This is one of those questions that can take days to talk someone through. Here's a broad overview. You should talk to a patent agent or attorney about the details.
I know the design, what will it do and how it will work but since I did not take any courses in computering, I do not know codes to make it. I thinking of filing a provisional patent and then once it gets approved, I will send my idea to competing companies for the market.
Well, even before your first question, a bit of a correction: there is no such thing as a "provisional patent". There is a "provisional application for a patent". But this is just a filing; by itself, it won't get examined, and it will evaporate after one year. You would have to file a nonprovisional patent application before anything more happens.
Also, do be warned that companies tend not to take provisionals very seriously. Often, they know that if they just wait it out, the inventor will lose all rights anyway when the provisional expires in one year (unless you file a nonprovisional and then proceed with the prosecution stage). Many inventors give up when they can't get a company to license their "idea", so the provisional dies, and then the company only has to worry about a breach-of-contract suit (and probably not even that, since the $600 to file a nonprovisional is cheap compared to paying an attorney to sue for a violation of a nondisclosure agreement (NDA) -- if you can even get the company to sign an NDA to begin with).
First question is can I patent an idea even if I do not know how to make it?
The basic concept is that you must have "reduced to practice" the idea -- turned it from a broad conceptualization to something that can be specified in detail.

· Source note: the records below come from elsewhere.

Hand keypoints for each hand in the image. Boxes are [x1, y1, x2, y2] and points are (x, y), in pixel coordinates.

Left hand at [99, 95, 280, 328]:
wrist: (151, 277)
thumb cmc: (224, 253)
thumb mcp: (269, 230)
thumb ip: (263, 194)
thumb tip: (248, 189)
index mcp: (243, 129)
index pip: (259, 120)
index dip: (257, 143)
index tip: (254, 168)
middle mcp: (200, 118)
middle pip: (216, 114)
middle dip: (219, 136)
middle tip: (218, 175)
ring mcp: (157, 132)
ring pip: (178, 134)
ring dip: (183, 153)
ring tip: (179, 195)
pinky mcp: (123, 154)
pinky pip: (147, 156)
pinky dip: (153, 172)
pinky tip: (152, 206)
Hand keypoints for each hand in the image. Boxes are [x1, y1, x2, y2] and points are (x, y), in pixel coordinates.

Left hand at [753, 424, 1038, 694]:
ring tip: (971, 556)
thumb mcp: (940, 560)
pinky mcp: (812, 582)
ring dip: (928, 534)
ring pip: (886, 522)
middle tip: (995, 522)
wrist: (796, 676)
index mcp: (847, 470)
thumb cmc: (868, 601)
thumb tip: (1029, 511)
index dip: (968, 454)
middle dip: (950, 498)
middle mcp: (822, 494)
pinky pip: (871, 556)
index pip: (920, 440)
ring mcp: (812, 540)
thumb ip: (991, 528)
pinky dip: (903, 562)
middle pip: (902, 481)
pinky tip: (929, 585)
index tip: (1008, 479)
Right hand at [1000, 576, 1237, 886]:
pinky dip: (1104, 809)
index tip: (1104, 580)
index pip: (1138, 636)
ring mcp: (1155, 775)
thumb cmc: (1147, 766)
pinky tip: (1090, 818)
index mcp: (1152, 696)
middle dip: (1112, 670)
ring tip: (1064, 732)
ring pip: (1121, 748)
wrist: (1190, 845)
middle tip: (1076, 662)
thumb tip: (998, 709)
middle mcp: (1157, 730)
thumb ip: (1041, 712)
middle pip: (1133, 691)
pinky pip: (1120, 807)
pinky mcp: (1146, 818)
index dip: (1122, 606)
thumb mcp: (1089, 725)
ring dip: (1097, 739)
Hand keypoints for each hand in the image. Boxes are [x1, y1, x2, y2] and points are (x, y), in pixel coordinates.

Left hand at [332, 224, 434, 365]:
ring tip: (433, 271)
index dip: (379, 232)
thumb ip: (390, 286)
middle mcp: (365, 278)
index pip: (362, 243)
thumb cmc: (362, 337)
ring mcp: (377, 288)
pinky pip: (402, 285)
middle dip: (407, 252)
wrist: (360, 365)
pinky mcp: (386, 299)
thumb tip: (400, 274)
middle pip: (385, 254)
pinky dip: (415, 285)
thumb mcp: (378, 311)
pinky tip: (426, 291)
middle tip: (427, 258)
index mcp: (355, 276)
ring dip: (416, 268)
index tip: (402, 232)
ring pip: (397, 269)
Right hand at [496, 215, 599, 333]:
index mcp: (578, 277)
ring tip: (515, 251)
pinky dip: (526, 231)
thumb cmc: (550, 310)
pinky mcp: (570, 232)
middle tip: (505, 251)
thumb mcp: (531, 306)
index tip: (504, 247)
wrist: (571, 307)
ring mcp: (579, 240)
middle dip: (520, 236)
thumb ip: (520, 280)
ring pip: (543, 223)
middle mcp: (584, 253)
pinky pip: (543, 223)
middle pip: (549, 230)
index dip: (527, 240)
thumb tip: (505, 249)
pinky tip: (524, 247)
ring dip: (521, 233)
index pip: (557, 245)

You don't have to have a functioning prototype. You just need to be able to describe your invention in enough detail that any "person of ordinary skill in the art" can understand and use it -- after your patent expires, of course (assuming that you do get a patent out of it).
If you can't describe it that well, then you haven't reduced your invention to practice yet, and your application will be considered non-enabling. This is what most people don't understand about provisionals. Filing a one-page memo on the broad outlines is a total waste of money. A provisional needs to be written to the same level of detail as a nonprovisional. The only area that can be skimped on (and it's NOT a good idea to do so) is the claims section; there, in a provisional you can file a single pro forma claim like "1. The invention as shown and described."
Lastly, if you are this unfamiliar with the process and the requirements, especially in a software application, you need to realize that there are many, MANY pitfalls that can ruin the enforceability of your application, and you aren't going to be able to learn them overnight, or even over several months. You're going to need the help of someone who knows how to write a software patent application. BE SURE that whomever you speak to, and eventually hire, to help you out is someone who is a REGISTERED PRACTITIONER (agent or attorney) with the patent office of whatever country you are in.
There are many unlicensed/unregulated "invention promotion companies" that prey on small inventors. You have very few protections against their bad behavior. Someone who is a registered practitioner, at least in the U.S., is subject to professional discipline by the patent office -- i.e., they can lose their license if they do something like trying to steal your invention.
Disclaimer: I am not an attorney or patent agent, so this does not and cannot constitute legal advice, and no attorney-client or agent-client relationship has been or can be formed between us. I recommend that you discuss your invention with a registered patent practitioner (agent or attorney).